By Amy ChenStaff Writer

Published: Thursday, February 3, 2011

Kerrissa Heffernan summed up the scope of the Royce Fellowship for Sport and Society with the story of a simple trade. Ask a former child soldier to trade his gun for a soccer ball, she said, and “the kid would say okay … It’s powerful stuff.”

Heffernan, director of the fellowship and faculty engagement for the Swearer Center for Public Service, was referring to a research project on former child combatants. The study was conducted by former fellow volleyball player Brianna Williamson ’11.

This summer, Williamson conducted research in northern Uganda with child soldiers who had been kidnapped in the war. Through interviews with both former child combatants and children who had not fought in the war, she studied whether soccer — an integral part of adolescent Ugandan culture — helps them reintegrate into society.

Williamson is a development studies concentrator, and her thesis focusing on sports and development is inspired by her research. “Take what you’re passionate about and turn it in a way (that’s) usable to society,” she said.

She said she learned that sports have the potential to instigate social change. “It’s inexpensive.
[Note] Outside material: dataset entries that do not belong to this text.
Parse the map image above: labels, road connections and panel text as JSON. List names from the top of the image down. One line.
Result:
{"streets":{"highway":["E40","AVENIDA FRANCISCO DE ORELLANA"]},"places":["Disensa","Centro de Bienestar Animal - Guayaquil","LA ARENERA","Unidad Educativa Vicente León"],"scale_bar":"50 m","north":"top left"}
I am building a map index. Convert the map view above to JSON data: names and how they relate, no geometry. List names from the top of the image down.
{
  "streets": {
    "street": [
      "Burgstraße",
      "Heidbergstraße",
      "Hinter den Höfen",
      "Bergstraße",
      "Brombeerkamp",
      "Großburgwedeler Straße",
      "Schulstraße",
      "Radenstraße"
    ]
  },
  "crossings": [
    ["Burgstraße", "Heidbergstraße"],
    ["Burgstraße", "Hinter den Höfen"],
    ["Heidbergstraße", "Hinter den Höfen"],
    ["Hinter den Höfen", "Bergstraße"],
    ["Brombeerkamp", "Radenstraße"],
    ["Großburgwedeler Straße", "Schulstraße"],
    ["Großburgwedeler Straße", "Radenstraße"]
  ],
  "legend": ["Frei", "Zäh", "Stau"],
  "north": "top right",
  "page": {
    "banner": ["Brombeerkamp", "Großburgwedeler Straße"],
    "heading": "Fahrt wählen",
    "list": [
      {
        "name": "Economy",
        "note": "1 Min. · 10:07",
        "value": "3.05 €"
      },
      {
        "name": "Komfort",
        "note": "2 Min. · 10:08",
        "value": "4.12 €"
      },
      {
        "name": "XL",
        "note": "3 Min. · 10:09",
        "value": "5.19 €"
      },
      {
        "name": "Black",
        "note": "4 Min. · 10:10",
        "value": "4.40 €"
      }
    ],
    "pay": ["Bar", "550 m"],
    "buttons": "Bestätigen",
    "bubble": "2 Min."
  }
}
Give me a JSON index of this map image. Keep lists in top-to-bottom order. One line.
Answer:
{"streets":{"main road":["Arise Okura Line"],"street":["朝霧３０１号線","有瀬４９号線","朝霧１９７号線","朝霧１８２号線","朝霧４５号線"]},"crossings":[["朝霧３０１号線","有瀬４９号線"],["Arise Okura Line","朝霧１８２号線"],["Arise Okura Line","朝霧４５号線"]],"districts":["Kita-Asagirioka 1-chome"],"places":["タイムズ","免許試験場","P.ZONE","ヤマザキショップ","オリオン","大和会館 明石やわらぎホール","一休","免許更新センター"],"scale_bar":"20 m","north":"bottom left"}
It’s a phenomenal way to get people together. It has a wide base of support to mobilize people,” she said.

‘Sports across borders’

The Royce fellows research and promote awareness on the importance of sports in the developing world. The goal of the program is for academics and athletics to intersect and flourish together, Heffernan said.

“Sports across borders have importance,” Heffernan said.

The fellowship was established in 2007 with support from Charles Royce ’61. It awards $4,000 to an undergraduate student for international and domestic research that examines the relationship between sports and issues such as healthcare and education in the developing world. According to Heffernan, varsity, club and intramural athletes are eligible for the fellowship.

The fellowship was proposed by Heffernan and Eli Wolff ’00, who is a visiting fellow in international studies and co-director of the fellowship. Wolff assists in designing the curriculum, planning seminars, advising and placing students in organizations and agencies. He also runs the Sport and Development Initiative at the Watson Institute for International Studies, which examines the intersection of sports, development and human rights in global, domestic and local contexts. “Sport and development recognize that sports is not just physical activity or games,” he said. “It can be used to engage a community to help with education, look at issues of equity and (address) issues of justice and respect.”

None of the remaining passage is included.